Exopolysaccharide biosynthesis genes required for social motility in Myxococcus xanthus
Article first published online: 8 OCT 2004
Volume 55, Issue 1, pages 206–220, January 2005
How to Cite
Lu, A., Cho, K., Black, W. P., Duan, X.-y., Lux, R., Yang, Z., Kaplan, H. B., Zusman, D. R. and Shi, W. (2005), Exopolysaccharide biosynthesis genes required for social motility in Myxococcus xanthus. Molecular Microbiology, 55: 206–220. doi: 10.1111/j.1365-2958.2004.04369.x
- Issue published online: 25 NOV 2004
- Article first published online: 8 OCT 2004
- Accepted 17 August, 2004.
Social (S)-motility in Myxococcus xanthus is a flagellum-independent gliding motility system that allows bacteria to move in groups on solid surfaces. S-motility has been shown to require type IV pili (TFP), exopolysaccharide (EPS; a component of fibrils) and lipopolysaccharide (LPS). Previously, information concerning EPS biogenesis in M. xanthus was lacking. In this study, we screened 5000 randomly mutagenized colonies for defects in S-motility and EPS and identified two genetic regions essential for EPS biogenesis: the EPS synthesis (eps) region and the EPS-associated (eas) region. Mutants with insertions in the eps and eas regions were defective in S-motility and fruiting body formation.

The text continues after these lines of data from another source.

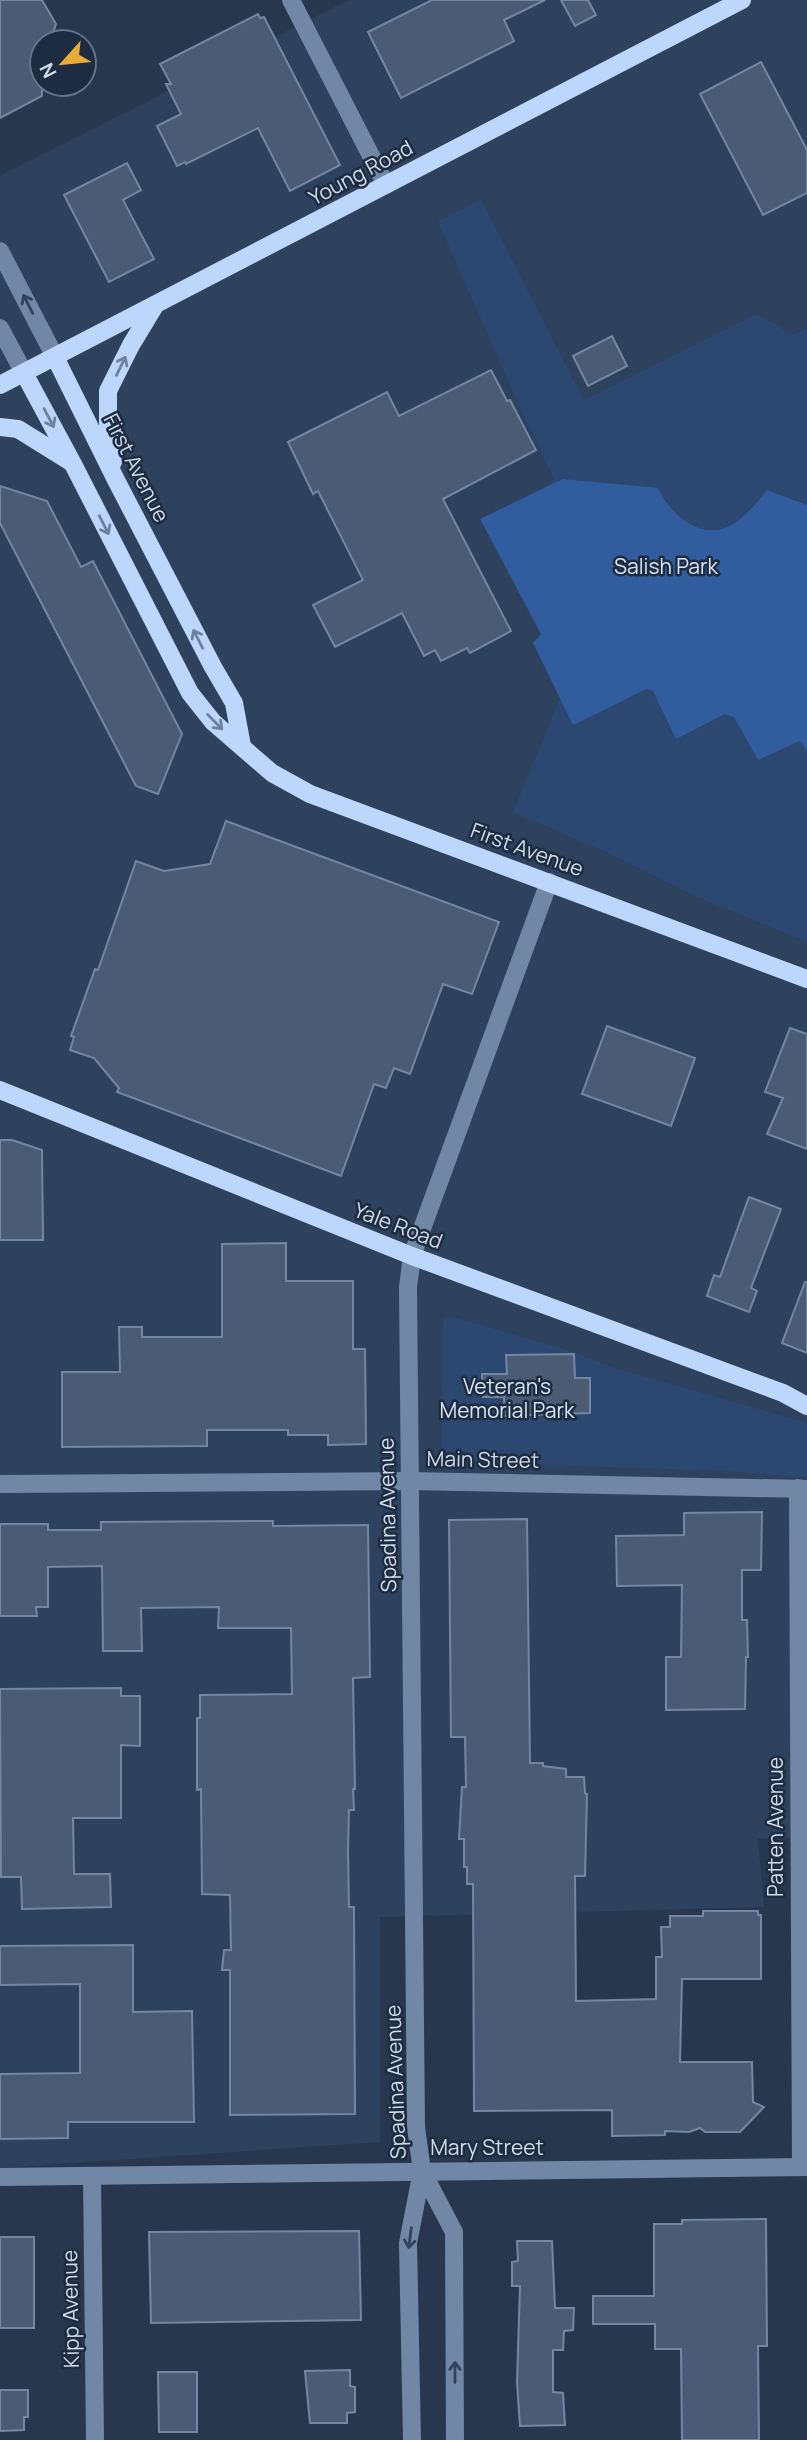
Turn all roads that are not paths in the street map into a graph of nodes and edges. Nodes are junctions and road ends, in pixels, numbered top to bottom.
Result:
1 (291, 0) edge
2 (742, 0) edge
3 (720, 5) edge
4 (386, 185) junction
5 (0, 251) edge
6 (155, 306) junction
7 (0, 328) edge
8 (55, 357) junction
9 (24, 373) junction
10 (0, 386) edge
11 (0, 427) edge
12 (73, 464) junction
13 (116, 480) junction
14 (242, 746) junction
15 (549, 882) junction
16 (807, 979) edge
17 (0, 1090) edge
18 (412, 1256) junction
19 (783, 1393) junction
20 (807, 1398) edge
21 (807, 1406) edge
22 (410, 1481) junction
23 (0, 1484) edge
24 (804, 1487) edge
25 (804, 2167) edge
26 (422, 2171) junction
27 (0, 2177) edge
28 (92, 2177) junction
29 (95, 2440) edge
30 (412, 2440) edge
31 (455, 2440) edge

1 - 4 street
2 - 3 main road, Young Road
3 - 4 main road, Young Road
4 - 6 main road, Young Road
8 -> 5 street, First Avenue
6 - 8 main road, Young Road
13 -> 6 main road
7 - 9 street, First Avenue
8 - 9 main road, Young Road
8 - 13 main road, First Avenue
9 - 10 main road, Young Road
9 -> 12 main road, First Avenue
11 - 12 main road
12 -> 14 main road, First Avenue
14 -> 13 main road, First Avenue
14 - 15 main road, First Avenue
15 - 16 main road, First Avenue
15 - 18 street, Spadina Avenue
17 - 18 main road, Yale Road
18 - 19 main road, Yale Road
18 - 22 street, Spadina Avenue
19 - 20 main road, Yale Road
19 - 21 main road, Yale Road
22 - 23 street, Main Street
22 - 24 street, Main Street
22 - 26 street, Spadina Avenue
24 - 25 street, Patten Avenue
25 - 26 street, Mary Street
26 - 28 street, Mary Street
26 -> 30 street, Spadina Avenue
31 -> 26 street, Spadina Avenue
27 - 28 street, Mary Street
28 - 29 street, Kipp Avenue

These mutants failed to bind the dye calcofluor white, indicating that they lacked EPS; however, they retained normal TFP and LPS. Analysis of the eps locus showed several open reading frames (ORFs) that encode homologues to glycosyltransferases, glucanases and EPS transporters as well as regulatory proteins; the eas locus contains two ORFs: one exhibits homology to hypothetical proteins with a conserved domain of unknown function and the other displays no apparent homology to other proteins in the database. Further genetic mutagenesis analysis indicates that the whole eps region is involved in the biosynthesis of fibrils and fibril EPS. The operon at the proximal end of the eps region was analysed by generating in-frame deletion mutations. These mutants showed varying degrees of defects in the bacterium's ability to produce EPS or perform EPS-related functions, confirming the involvement of these genes in M. xanthus EPS biogenesis.